Ayhan Kökmen dostum için…
Bazı yazılar kolay yazılmaz. Bu da onlardan biri olacak. Çalışkan, mesleğine âşık, insan sevgisiyle dolu, yönettiği...
Bazı yazılar kolay yazılmaz. Bu da onlardan biri olacak.
Çalışkan, mesleğine şık, insan sevgisiyle dolu, yönettiği okul için çırpınan, bunun yanı sıra evlatları için de çırpınan bir öğretmen, bir eş ve bir baba artık aramızda yok… Herkesi, tanıyan tanımayan herkesi ilk duyduğunda şok edici bir olay yüreğimizi dağladı, un ufak olduk. İsyan ettik, ağladık, bağırdık çağırdık ama hepsi nafile. Ayhan Kökmen hocam, artık o gülen yüzüyle beni telefonla arayamayacak…

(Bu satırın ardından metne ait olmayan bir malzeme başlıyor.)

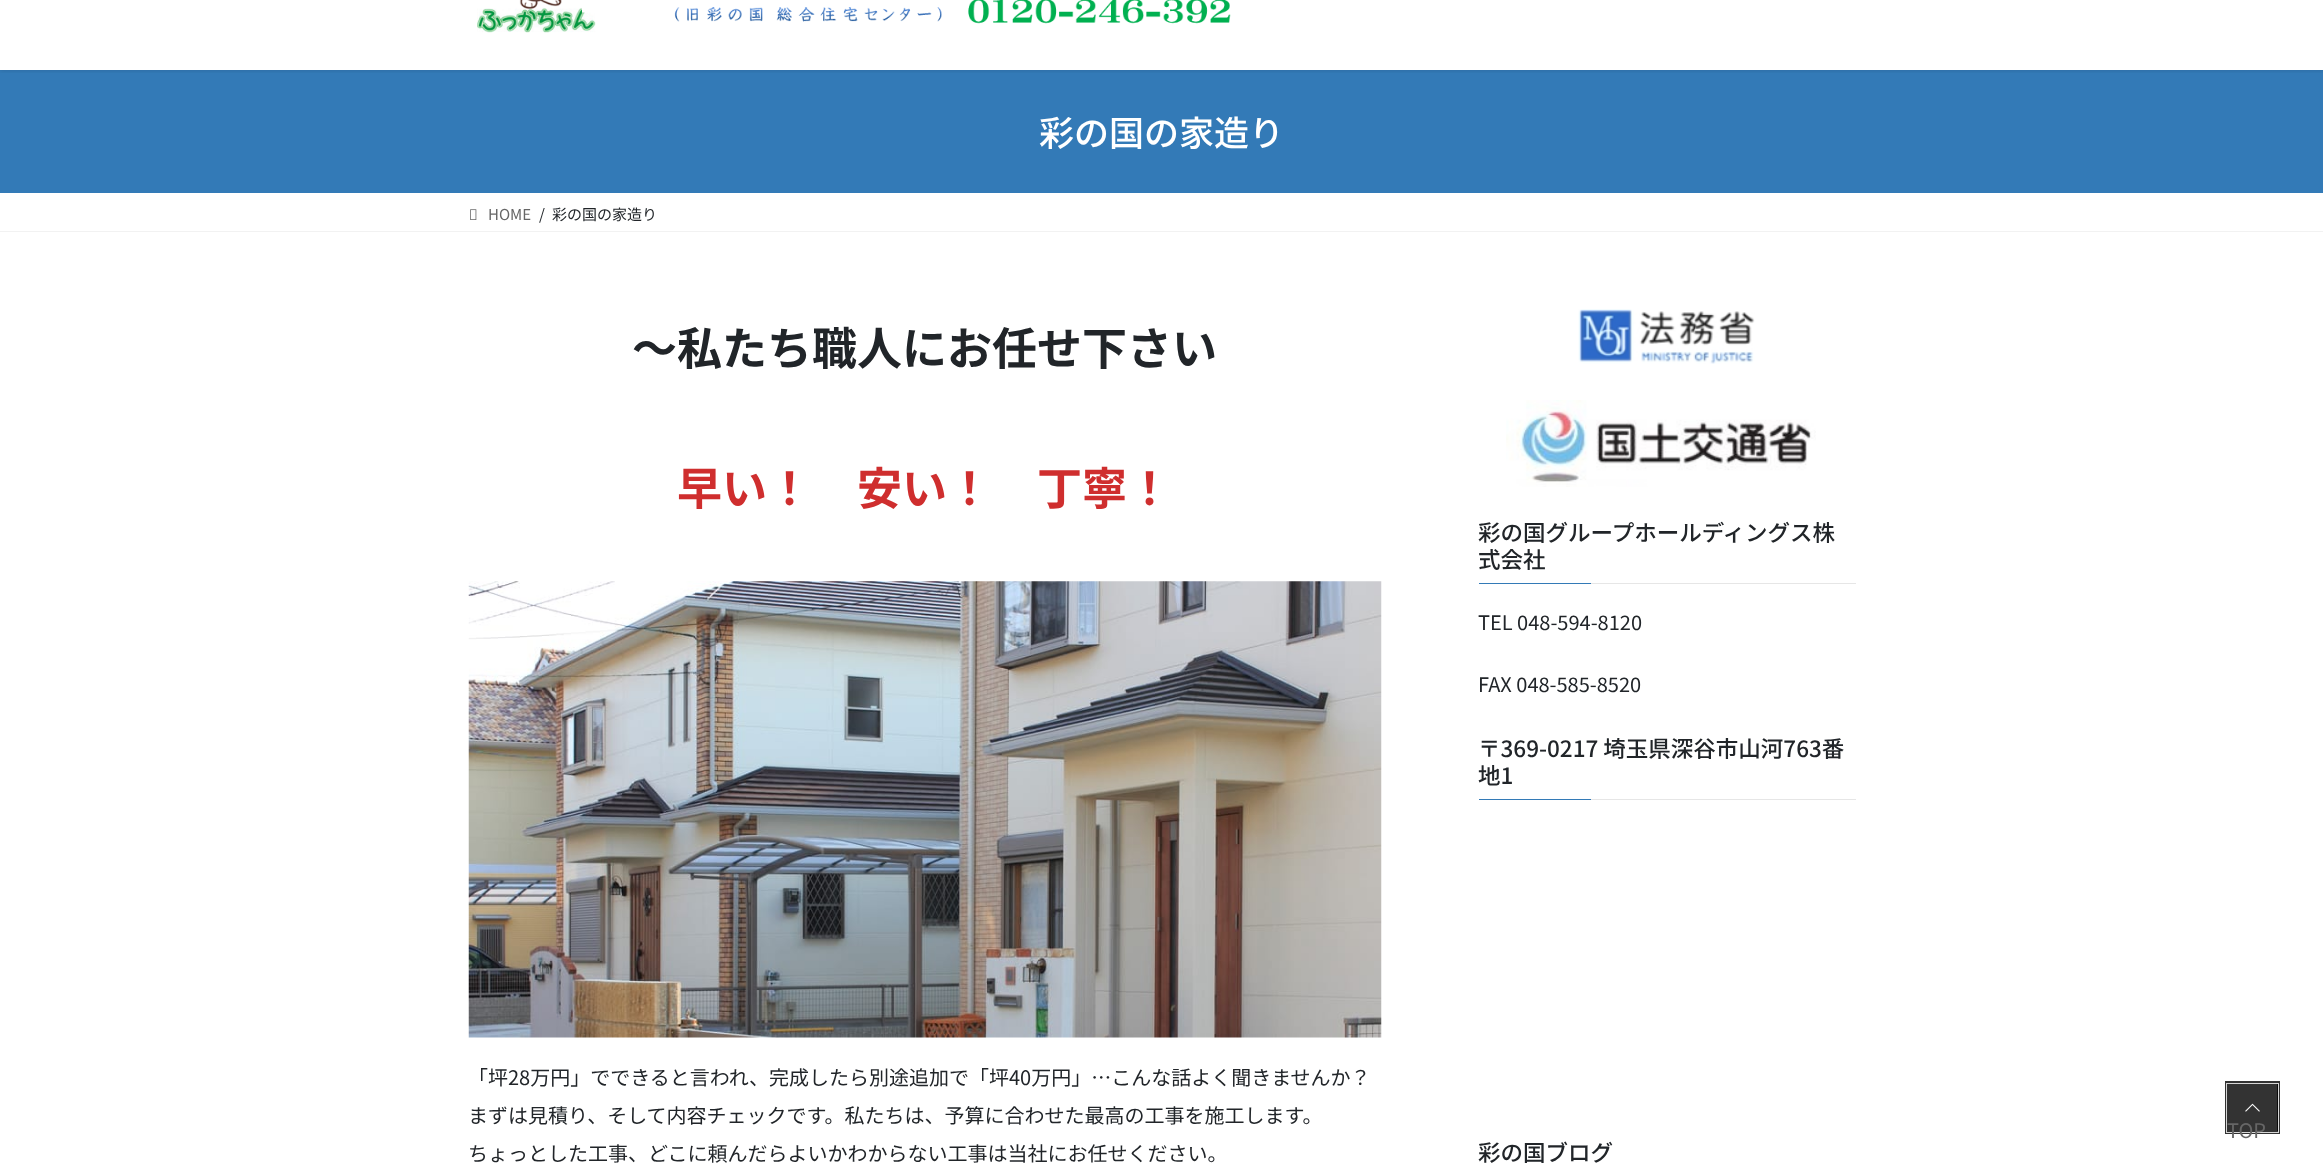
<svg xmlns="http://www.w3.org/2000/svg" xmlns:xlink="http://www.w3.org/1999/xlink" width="2323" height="1166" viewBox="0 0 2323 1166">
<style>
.cls-1{font:500 35px Noto Sans JP;fill:#ffffff}
.cls-2{font:15px Noto Sans JP;fill:#666666}
.cls-3{font:15px Noto Sans JP;fill:#212529}
.cls-4{font:bold 45px Noto Sans JP;fill:#212529}
.cls-5{font:bold 45px Noto Sans JP;fill:#cf2e2e}
.cls-6{font:20px Noto Sans JP;fill:#212529}
.cls-7{font:500 22.5px Noto Sans JP;fill:#212529}
.cls-8{font:20px Noto Sans JP;fill:#666666}
</style>
<defs>
<clipPath id="clip1"><rect x="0" y="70" width="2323" height="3"/></clipPath>
</defs>
<rect width="100%" height="100%" fill="#ffffff"/>
<rect fill="#337ab7" x="0" y="70" width="2323" height="123"/>
<g clip-path="url(#clip1)">
<rect fill="#000000" fill-opacity="0.1" filter="blur(2px)" x="0" y="-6" width="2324" height="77"/>
</g>
<image xlink:href="image0.png" x="477" y="0" width="754" height="33"/>
<rect fill="#f2f2f2" x="0" y="231" width="2323" height="1"/>
<image xlink:href="image1.png" x="470" y="209" width="7" height="11"/>
<image xlink:href="image2.png" x="468" y="581" width="914" height="457"/>
<image xlink:href="image3.png" x="1578" y="309" width="177" height="55"/>
<image xlink:href="image4.png" x="1506" y="400" width="310" height="87"/>
<rect fill="#e6e6e6" x="1591" y="583" width="265" height="1"/>
<rect fill="#337ab7" x="1479" y="583" width="112" height="1"/>
<rect fill="#e6e6e6" x="1591" y="799" width="265" height="1"/>
<rect fill="#337ab7" x="1479" y="799" width="112" height="1"/>
<rect fill="none" stroke="#333333" stroke-width="3" x="2226.5" y="1082.5" width="52" height="50"/>
<rect fill="none" stroke="#d6d6d6" x="2226.5" y="1083.5" width="52" height="49"/>
<rect fill="#000000" fill-opacity="0.8" x="2228" y="1084" width="50" height="47"/>
<image xlink:href="image5.png" x="2245" y="1103" width="15" height="9"/>
<text class="cls-1" x="1039" y="146">彩の国の家造り</text>
<text class="cls-2" x="488" y="220">HOME</text>
<text class="cls-3" x="539" y="220">/</text>
<text class="cls-3" x="552" y="220">彩の国の家造り</text>
<text class="cls-4" x="632" y="365">～私たち職人にお任せ下さい</text>
<text class="cls-5" x="677" y="505">早い！　安い！　丁寧！</text>
<text class="cls-6"><tspan x="468" y="1085">「坪28万円」でできると言われ、完成したら別途追加で「坪40万円」…こんな話よく聞きませんか？</tspan><tspan x="468" y="1123">まずは見積り、そして内容チェックです。私たちは、予算に合わせた最高の工事を施工します。</tspan><tspan x="468" y="1161">ちょっとした工事、どこに頼んだらよいかわからない工事は当社にお任せください。</tspan></text>
<text class="cls-7"><tspan x="1478" y="541">彩の国グループホールディングス株</tspan><tspan x="1478" y="568">式会社</tspan></text>
<text class="cls-6" x="1478" y="630">TEL 048-594-8120</text>
<text class="cls-6" x="1478" y="692">FAX 048-585-8520</text>
<text class="cls-7"><tspan x="1478" y="757">〒369-0217 埼玉県深谷市山河763番</tspan><tspan x="1478" y="784">地1</tspan></text>
<text class="cls-7" x="1478" y="1161">彩の国ブログ</text>
<text class="cls-8" x="2227" y="1138">TOP</text>
</svg>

Olayı duyduğum günün gecesinde bu satırları yazarken her zaman arayıp sorduğum bir dostumu daha yitirmenin derin acısını sözcüklere dökmeye çalışıyorum. Ne zor şey!
1973-1999 yılları arasında Milli Eğitim Bakanlığı'nın çeşitli kademelerinde müdür ve öğretmen olarak görev yaptım. Ne yurt içinde ne yurt dışında görev başında öğrencileri tarafından öldürülen bir müdür duymadım. Elbette öğrenci-öğretmen, öğrenci-yönetici arasında adli olaylar yaşanmıştır. Fakat elinde tüfekle, kabadayıca bir okul müdürünün makamında canice yok edilmesine ilk kez tanık oluyorum.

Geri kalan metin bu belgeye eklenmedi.